This year at Investec Opera Holland Park (OHP) we’re excited to be welcoming Katie Bingham back to the team as Head of Stage for the 2018 season. Last year she worked with us as a Stage Technician, and this year she’ll be taking on more responsibilities as she manages the team who are in charge of making sure everything runs smoothly with building, finessing, and managing our four fabulous sets for the OHP 2018 Season.
We caught up with her just before International Women’s Day, to find out more about her career, her motivations, the challenges she’s faced as a woman in the industry, and why she’s excited for her new role at OHP!
Tell us a bit about your career so far – what have your highlights been and what are you most proud of?

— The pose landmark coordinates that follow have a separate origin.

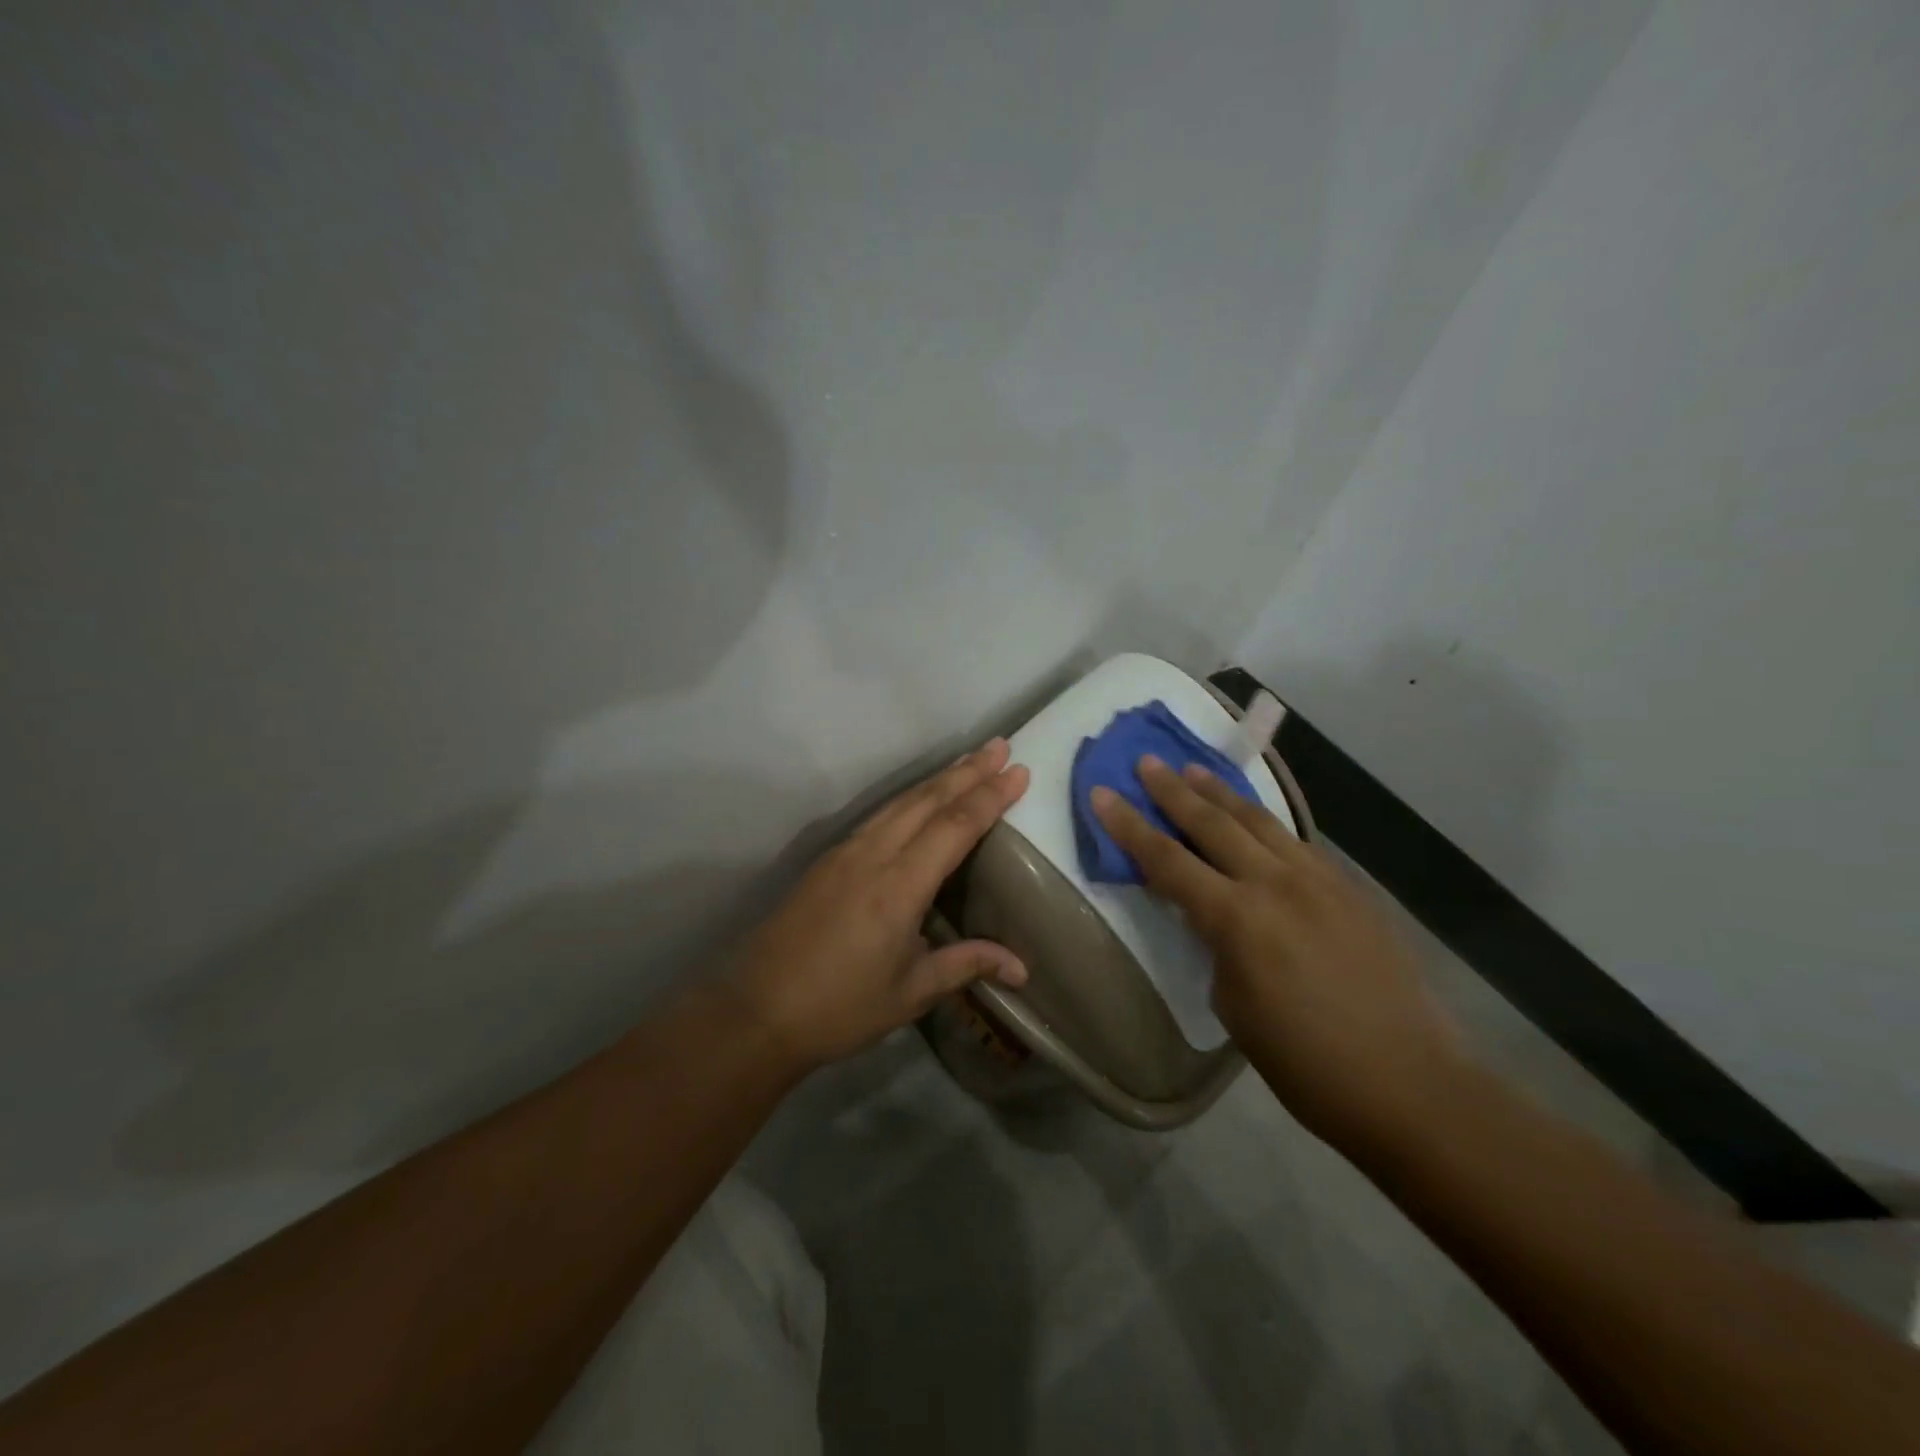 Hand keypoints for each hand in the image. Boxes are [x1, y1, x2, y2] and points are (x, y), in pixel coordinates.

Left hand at [730, 739, 1031, 1074]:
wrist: (757, 1010)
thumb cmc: (840, 1007)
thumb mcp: (911, 992)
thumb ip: (966, 965)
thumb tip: (1021, 967)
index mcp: (900, 886)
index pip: (955, 826)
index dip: (989, 796)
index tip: (1018, 771)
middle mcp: (874, 855)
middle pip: (928, 800)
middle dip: (968, 771)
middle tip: (1001, 746)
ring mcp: (846, 852)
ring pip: (900, 802)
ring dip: (938, 779)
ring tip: (969, 761)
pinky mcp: (827, 860)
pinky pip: (878, 816)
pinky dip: (909, 798)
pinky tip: (919, 798)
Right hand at [1091, 757, 1464, 1151]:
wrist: (1410, 1085)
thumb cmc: (1305, 1063)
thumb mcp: (1234, 1004)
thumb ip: (1216, 944)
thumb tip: (1211, 916)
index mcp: (1238, 919)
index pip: (1167, 859)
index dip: (1129, 825)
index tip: (1101, 793)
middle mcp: (1276, 884)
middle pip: (1212, 823)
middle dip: (1173, 791)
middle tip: (1146, 762)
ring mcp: (1320, 880)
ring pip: (1259, 821)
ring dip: (1220, 793)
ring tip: (1193, 770)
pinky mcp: (1350, 889)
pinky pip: (1295, 842)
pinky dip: (1264, 823)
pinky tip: (1254, 820)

Being asked to be Head of Stage for OHP is certainly up there with the highlights. My summer last year, as a Stage Technician with OHP, was such a great experience, working with a fabulous team of people. I learnt so much during the three months, which I hope to bring to my new role this year. Other highlights would have to include taking a production of Man to Man to Brooklyn Academy of Music in New York last year, and, more recently, a touring production of Eugene Onegin with Mid Wales Opera.
Who are your female role models in the industry, and why?
A definite role model for me would have to be Jacqui George, a South Wales and London-based Production and Stage Manager. I think she has great qualities as a strong, female practitioner in the industry: confident, calm, approachable and level-headed, with a good work/life balance.
Do you think you’ve faced any barriers in your career because you’re a woman?
As a young woman in a male-dominated industry I think there is often a feeling of trying to prove yourself when it comes to your ability in manual handling, knowledge in equipment, and dealing with the day-to-day banter. I am lucky to not have experienced major discrimination, but there have been a few frustrating moments when male members of the team went out of their way to ask fellow males to borrow their tools, or help them lift set pieces, when I was standing right next to them. As a female, this makes you feel completely disregarded. I personally take it as a challenge to prove them wrong.
What changes would you like to see in your industry to make it more accessible for women?
The list is endless. It would be lovely to see more females working and being paid as equals in male-dominated roles, where they can be role models for other women, for example as Technical Managers or Heads of Stage. Having more females on interview panels will aid this and create a more rounded viewpoint. Although it’s imperative to employ the right person for the job, I think it’s important to keep considering the equality of the employees.
What are the benefits of working at OHP as a woman, compared to elsewhere in the industry?
Last year’s season was my first experience of fulfilling a whole job completely in London, and I was pleasantly surprised. At Opera Holland Park, everything, not just gender-based circumstances, feels very equal. It’s down to your personal abilities and strengths, regardless of whether you are male or female. It’s a genuinely lovely company to work for.
What advice would you give to women who want to work in a role like yours?
I would encourage women to have confidence, to be proud, and to stand strong regarding their abilities and opinions. Working hard and beating challenges shows you off in the best light. Whenever I feel frustrated or disregarded, I remember an article I read recently that said: ‘never give up, you’ve still got a few people to prove wrong’, and that is what I channel to keep motivated and focussed.
Any final thoughts?
One of my favourite quotes is: ‘Nevertheless, she persisted’, a phrase adopted by the feminist movement in the US, and it’s something that motivates me to work hard, to keep achieving, and to be the best I can be. I am so proud to be OHP’s Head of Stage.